Essa, la verità, deve essere scoperta e scelta dall’individuo, con fatica, con dubbio, con consapevolezza. Cristo non si oppone all’Inquisitore con argomentazioni razionali, non cerca di convincerlo: lascia che sia lui stesso, e chi ascolta, a interrogarsi sul senso di ciò che è stato detto.

Quel silenzio è anche un monito per noi. Nella nostra epoca, dominata da una sovrabbondanza di informazioni e da una crescente dipendenza dalla tecnologia, il pericolo più grande non è solo il controllo esercitato dall’alto, ma l’incapacità dell’individuo di fermarsi, riflettere e scegliere autonomamente. Siamo costantemente bombardati da contenuti, opinioni, suggerimenti algoritmici che ci dicono cosa pensare, cosa leggere, cosa acquistare, chi votare. E in questa cacofonia di stimoli, il rischio è che smettiamo di ascoltare noi stessi.

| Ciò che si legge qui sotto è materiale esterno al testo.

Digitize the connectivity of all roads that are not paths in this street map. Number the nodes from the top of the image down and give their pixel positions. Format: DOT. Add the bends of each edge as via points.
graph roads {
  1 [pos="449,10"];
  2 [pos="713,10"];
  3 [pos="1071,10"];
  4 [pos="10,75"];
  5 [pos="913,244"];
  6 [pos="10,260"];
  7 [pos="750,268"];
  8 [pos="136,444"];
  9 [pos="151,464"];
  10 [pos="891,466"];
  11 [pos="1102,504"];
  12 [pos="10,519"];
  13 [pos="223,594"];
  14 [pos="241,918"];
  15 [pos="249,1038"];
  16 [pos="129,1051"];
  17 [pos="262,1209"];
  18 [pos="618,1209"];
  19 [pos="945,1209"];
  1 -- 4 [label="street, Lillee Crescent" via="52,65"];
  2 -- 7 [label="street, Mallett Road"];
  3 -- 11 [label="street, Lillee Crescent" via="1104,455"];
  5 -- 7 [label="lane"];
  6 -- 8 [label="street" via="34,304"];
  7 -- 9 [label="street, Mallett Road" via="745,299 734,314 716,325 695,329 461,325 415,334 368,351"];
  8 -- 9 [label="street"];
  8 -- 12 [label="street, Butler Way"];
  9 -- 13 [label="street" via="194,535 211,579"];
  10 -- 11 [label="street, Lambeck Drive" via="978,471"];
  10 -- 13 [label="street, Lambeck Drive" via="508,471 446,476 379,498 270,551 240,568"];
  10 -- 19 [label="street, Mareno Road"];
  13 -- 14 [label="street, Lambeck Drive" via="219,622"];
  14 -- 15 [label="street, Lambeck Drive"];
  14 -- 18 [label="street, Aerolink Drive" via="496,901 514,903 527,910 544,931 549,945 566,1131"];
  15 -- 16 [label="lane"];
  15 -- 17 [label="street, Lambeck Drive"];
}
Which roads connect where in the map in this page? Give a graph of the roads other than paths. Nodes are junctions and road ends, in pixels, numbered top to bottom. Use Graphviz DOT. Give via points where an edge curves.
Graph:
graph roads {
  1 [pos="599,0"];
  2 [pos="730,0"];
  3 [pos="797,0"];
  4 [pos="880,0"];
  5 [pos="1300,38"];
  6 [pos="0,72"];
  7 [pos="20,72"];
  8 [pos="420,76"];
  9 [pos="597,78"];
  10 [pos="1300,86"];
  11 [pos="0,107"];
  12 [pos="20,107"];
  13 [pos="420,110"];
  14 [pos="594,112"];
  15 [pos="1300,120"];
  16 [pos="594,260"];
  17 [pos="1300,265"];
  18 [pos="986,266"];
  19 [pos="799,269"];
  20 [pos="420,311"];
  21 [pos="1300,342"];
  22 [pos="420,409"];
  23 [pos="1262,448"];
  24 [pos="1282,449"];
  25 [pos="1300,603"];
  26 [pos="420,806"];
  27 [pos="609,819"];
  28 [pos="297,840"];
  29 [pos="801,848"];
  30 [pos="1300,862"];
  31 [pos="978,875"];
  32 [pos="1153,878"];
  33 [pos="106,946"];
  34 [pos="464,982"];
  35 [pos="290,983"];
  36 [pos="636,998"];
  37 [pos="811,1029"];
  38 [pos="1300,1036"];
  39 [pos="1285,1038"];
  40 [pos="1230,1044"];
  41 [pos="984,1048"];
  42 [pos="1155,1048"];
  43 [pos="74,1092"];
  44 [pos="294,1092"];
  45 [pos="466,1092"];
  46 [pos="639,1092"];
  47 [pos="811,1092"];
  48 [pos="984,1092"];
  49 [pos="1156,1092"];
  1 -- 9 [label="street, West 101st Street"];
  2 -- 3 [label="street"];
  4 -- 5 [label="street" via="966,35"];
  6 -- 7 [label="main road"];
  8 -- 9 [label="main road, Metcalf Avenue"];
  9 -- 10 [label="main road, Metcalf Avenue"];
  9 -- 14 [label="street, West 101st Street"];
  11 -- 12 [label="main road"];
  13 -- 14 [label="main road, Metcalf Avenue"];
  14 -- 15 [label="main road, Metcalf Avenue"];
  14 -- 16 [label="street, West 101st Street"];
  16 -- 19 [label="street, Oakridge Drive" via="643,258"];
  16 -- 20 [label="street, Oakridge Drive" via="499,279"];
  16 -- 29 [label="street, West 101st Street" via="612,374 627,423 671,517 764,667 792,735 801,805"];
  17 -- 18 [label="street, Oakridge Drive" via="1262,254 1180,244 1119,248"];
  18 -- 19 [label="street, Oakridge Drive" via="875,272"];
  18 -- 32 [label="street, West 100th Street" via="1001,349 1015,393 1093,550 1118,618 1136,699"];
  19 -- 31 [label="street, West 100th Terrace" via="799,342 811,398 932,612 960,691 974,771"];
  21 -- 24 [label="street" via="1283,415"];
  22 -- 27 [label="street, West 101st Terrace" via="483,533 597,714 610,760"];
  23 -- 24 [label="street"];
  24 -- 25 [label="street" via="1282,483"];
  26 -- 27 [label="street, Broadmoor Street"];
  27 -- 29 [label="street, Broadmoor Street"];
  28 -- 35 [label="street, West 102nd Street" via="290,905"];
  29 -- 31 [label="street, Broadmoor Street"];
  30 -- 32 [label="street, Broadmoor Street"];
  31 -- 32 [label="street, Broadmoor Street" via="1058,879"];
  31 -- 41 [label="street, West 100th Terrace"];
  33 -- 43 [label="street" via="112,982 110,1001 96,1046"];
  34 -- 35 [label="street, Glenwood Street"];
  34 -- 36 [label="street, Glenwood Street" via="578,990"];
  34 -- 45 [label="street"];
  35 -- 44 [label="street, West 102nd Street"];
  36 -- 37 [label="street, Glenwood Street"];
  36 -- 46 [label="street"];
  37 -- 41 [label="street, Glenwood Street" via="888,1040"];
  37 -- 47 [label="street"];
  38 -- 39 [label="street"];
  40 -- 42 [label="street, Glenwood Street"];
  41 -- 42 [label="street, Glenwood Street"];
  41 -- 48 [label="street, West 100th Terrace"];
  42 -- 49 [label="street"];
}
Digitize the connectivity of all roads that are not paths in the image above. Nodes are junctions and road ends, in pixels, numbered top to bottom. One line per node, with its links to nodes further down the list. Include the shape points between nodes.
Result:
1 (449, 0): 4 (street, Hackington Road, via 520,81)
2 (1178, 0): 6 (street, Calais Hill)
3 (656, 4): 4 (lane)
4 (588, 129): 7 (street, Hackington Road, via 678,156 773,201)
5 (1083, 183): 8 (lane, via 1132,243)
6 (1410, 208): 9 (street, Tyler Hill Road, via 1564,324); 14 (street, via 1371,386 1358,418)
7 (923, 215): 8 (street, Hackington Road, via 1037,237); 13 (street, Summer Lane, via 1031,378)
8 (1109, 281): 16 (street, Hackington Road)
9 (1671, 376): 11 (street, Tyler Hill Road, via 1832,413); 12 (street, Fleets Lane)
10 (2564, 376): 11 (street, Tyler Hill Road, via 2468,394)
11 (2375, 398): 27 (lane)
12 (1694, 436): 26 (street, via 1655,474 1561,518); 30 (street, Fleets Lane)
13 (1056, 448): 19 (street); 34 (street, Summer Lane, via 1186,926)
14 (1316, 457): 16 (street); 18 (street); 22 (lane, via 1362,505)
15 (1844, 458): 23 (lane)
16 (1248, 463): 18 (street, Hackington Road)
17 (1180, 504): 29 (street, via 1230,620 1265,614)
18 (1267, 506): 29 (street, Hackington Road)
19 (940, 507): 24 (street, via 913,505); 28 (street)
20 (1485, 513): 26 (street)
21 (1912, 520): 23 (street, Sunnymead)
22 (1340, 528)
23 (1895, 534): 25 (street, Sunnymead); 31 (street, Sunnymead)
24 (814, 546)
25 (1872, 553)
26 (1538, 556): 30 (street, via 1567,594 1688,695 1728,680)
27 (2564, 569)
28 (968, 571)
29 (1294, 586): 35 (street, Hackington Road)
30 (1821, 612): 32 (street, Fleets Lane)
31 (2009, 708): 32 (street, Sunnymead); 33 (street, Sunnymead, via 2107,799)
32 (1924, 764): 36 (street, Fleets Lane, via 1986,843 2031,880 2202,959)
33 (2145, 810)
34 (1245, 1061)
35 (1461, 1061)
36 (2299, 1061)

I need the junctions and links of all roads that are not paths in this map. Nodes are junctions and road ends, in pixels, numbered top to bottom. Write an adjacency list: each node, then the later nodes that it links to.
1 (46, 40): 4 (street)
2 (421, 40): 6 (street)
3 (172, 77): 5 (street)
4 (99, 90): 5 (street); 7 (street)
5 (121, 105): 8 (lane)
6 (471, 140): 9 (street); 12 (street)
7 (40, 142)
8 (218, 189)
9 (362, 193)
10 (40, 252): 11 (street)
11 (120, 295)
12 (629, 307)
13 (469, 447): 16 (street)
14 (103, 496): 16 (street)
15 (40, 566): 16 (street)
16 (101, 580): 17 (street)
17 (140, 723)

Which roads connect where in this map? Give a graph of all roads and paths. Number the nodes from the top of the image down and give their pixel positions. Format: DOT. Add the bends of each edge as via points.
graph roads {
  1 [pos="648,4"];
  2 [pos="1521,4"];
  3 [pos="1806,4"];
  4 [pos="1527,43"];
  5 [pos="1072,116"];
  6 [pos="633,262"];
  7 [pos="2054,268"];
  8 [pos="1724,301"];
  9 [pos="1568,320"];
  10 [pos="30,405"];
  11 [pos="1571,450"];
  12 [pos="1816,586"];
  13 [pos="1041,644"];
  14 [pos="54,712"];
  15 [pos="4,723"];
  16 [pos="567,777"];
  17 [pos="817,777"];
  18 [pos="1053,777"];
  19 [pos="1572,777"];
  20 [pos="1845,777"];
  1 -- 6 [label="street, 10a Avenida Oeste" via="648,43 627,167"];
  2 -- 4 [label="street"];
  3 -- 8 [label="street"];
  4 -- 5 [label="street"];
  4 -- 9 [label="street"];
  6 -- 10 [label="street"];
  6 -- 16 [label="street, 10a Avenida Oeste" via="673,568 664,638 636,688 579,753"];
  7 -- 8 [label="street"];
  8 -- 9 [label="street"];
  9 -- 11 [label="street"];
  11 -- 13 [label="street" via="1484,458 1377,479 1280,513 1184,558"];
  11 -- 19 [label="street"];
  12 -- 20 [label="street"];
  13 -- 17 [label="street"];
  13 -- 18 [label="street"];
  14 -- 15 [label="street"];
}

Cristo, con il suo silenzio, ci indica un’altra via: quella della coscienza, della responsabilità personale, della ricerca interiore. Non c’è libertà senza consapevolezza, e non c’è consapevolezza senza il coraggio di affrontare il dubbio e la complessità della realtà senza risposte preconfezionate.

Oggi siamo dinanzi alla stessa scelta.

Il nostro compito di Uomini è essere i guardiani della libertà, del pensiero critico, della verità conquistata e non imposta. Amore per la conoscenza e difesa del libero pensiero, rappresentano un baluardo contro ogni forma di controllo dogmatico, che sia religioso, politico o tecnologico. Dobbiamo essere i custodi di una società in cui l’uomo resta padrone del proprio destino, senza delegare la sua capacità di discernimento a una macchina o a un’autorità assoluta.

E la libertà, ricordiamolo, non si eredita, né si delega: si esercita, ogni giorno, con coraggio e consapevolezza.